The German doctor began to protest even more, but then her gun swiveled from the second man on the ground toward him, and he fell silent. Adele reached back and unhitched her own cuffs from her belt, lifting them from behind her jacket and tossing them to John.
The tall agent had already moved over and was jamming his knee into the back of the second Serbian. The men in cuffs were looking at their fallen comrades, muttering beneath their breaths in a foreign language.
John’s aim had been true; he’d caught two corpses with bullets straight to their heads.
Adele shifted, turning away from her partner and glancing to the table with the victim. He had dirt beneath his fingernails, and his hair was matted. His clothing looked old, where it lay discarded beneath the table, next to an open cooler.
Adele stared at the clothes and her eyes darted back to the man. “I think he’s homeless,” she said to John.
But at just that moment, John let out a shout. Adele whirled around to face him, but realized he was lunging toward her. She took a startled step back, then felt a sudden flash of pain across her cheek, and rounded again to find the German doctor breathing heavily, scalpel in hand.
He was cursing at her in German, shaking his head wildly, declaring, “A mistake! Just a mistake.”
John was cursing and clutched at his hand. Adele glanced down and noticed he had caught the brunt of the scalpel against his palm. Blood seeped through his fingers from where he had inserted himself between the blade and Adele.

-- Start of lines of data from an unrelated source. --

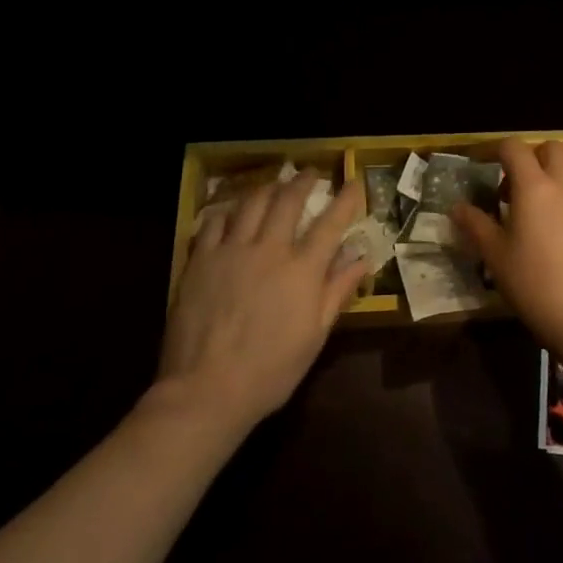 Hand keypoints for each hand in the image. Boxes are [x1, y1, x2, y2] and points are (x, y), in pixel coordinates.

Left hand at [156, 174, 365, 432]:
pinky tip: (231, 213)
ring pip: (251, 203)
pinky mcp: (200, 260)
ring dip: (267, 188)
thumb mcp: (315, 336)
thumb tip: (361, 259)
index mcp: (302, 270)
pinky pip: (214, 222)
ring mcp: (231, 251)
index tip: (353, 182)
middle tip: (309, 173)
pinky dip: (227, 212)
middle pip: (288, 200)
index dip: (345, 199)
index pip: (331, 223)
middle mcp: (269, 249)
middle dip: (302, 181)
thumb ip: (337, 291)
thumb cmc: (271, 370)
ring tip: (274, 185)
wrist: (206, 390)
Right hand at [451, 139, 562, 354]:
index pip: (515, 147)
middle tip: (512, 187)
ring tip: (529, 214)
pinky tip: (552, 235)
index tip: (483, 166)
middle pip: (551, 149)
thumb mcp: (496, 256)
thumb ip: (475, 225)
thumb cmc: (534, 284)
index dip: (496, 150)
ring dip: (548, 179)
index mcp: (534, 186)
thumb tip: (456, 207)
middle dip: (531, 157) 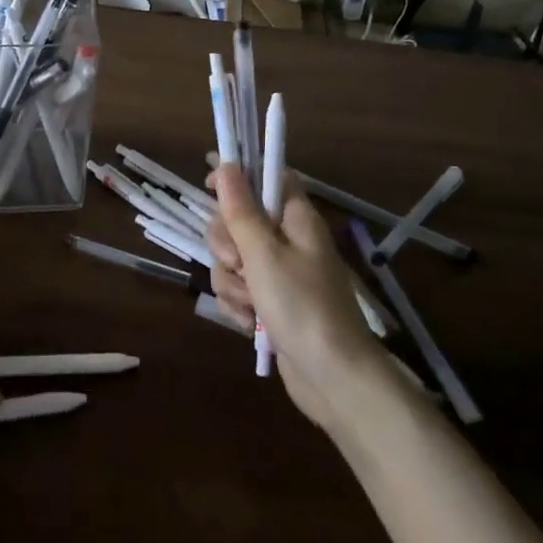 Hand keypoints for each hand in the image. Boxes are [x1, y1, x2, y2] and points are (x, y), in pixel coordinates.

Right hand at [205, 164, 375, 427]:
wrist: (333, 377)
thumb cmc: (301, 305)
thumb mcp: (263, 253)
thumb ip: (240, 209)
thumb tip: (226, 164)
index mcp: (295, 218)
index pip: (266, 177)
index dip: (237, 175)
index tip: (209, 187)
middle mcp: (288, 240)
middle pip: (239, 219)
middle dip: (226, 244)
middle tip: (238, 264)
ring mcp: (279, 273)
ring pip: (233, 258)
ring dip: (231, 281)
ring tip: (249, 304)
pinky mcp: (271, 302)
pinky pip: (239, 289)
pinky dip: (238, 304)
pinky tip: (249, 323) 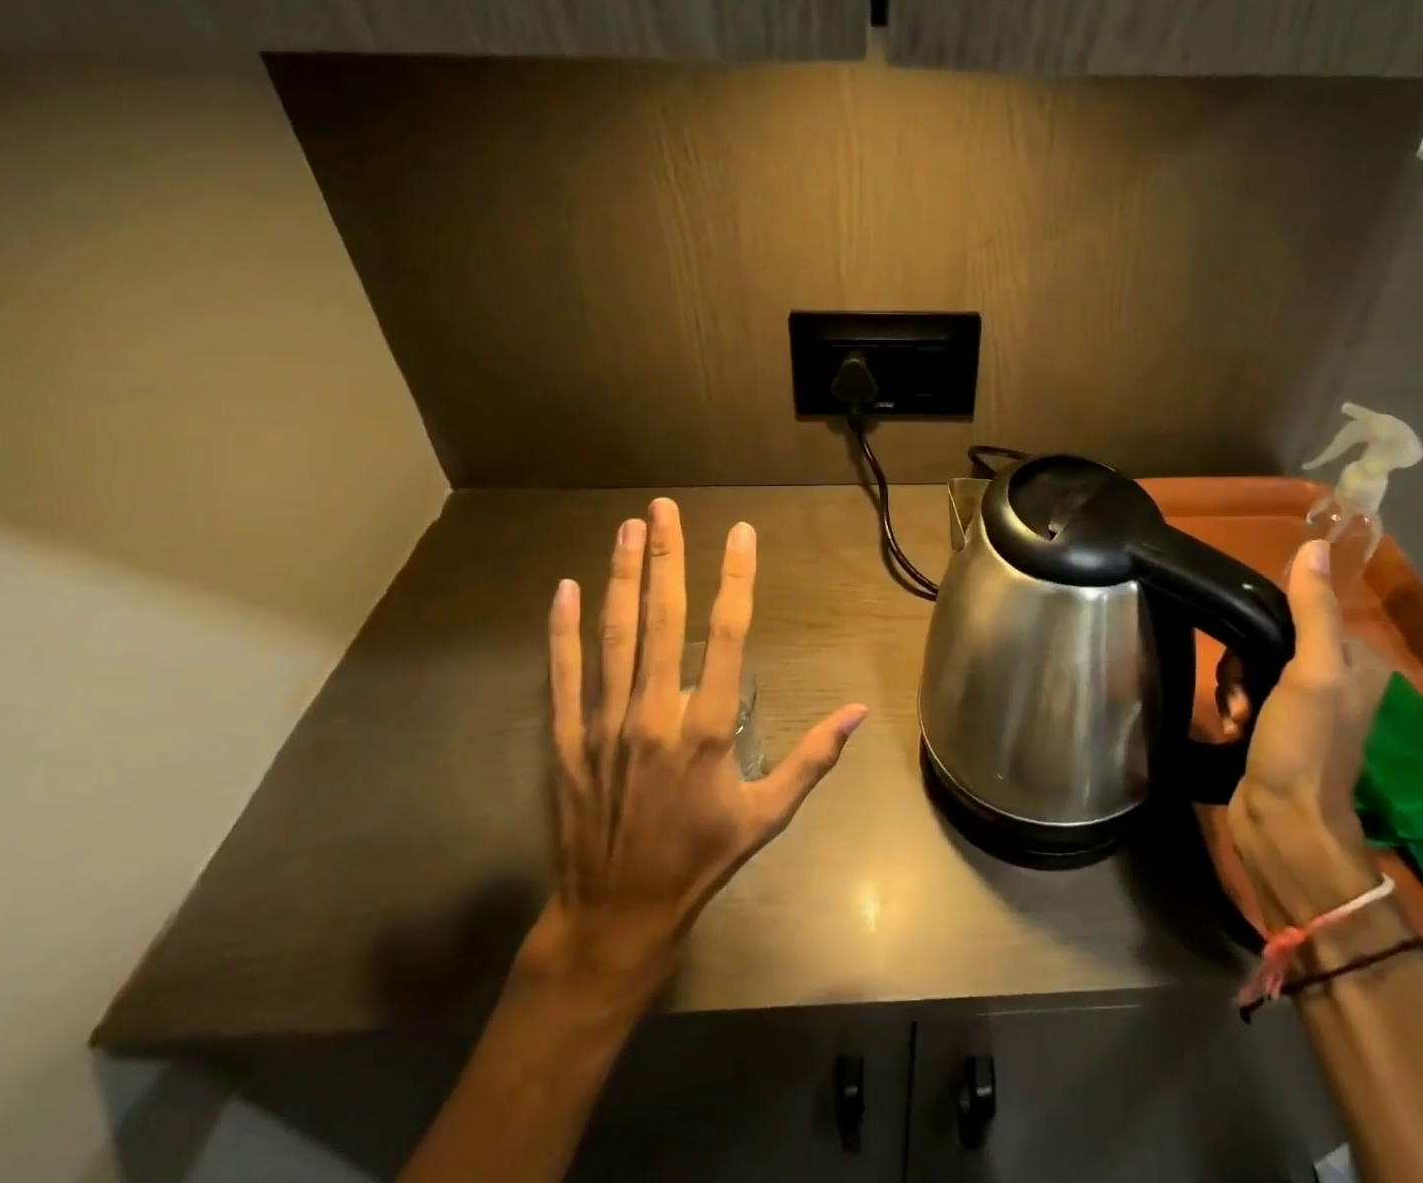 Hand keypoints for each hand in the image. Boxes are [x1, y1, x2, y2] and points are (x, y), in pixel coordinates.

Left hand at [515, 498, 868, 1004]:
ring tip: (627, 528)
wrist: (618, 915)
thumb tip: (858, 712)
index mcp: (707, 728)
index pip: (727, 635)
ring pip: (614, 637)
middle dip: (665, 557)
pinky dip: (563, 631)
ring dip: (620, 578)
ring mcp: (606, 725)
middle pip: (663, 619)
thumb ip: (813, 758)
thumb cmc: (702, 859)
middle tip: (664, 508)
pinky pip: (565, 676)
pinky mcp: (569, 741)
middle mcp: (655, 714)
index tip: (739, 534)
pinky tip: (565, 589)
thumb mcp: (768, 815)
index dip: (736, 578)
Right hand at [1222, 539, 1388, 918]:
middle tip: (1242, 690)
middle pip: (1269, 637)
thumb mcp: (1311, 673)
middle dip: (1243, 660)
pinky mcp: (1275, 729)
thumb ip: (1313, 610)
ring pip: (1250, 665)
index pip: (1302, 610)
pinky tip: (1231, 727)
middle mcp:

She leveled her weapon on the doctor and began to shout, but at the same time, the gunman who John had been trying to secure only had one wrist cuffed.
Seizing this opportunity, the gunman lurched for his weapon. Adele spotted this the same time as John, and both their eyes widened. The Serbian, screaming at the top of his lungs, raised his weapon, aiming at John, and he fired.
Adele didn’t have time to think. She didn’t have time to plan. Like a coin flip, at the same time as the Serbian’s weapon rose, Adele’s own hand brought hers up. There were simultaneous blasts of gunfire.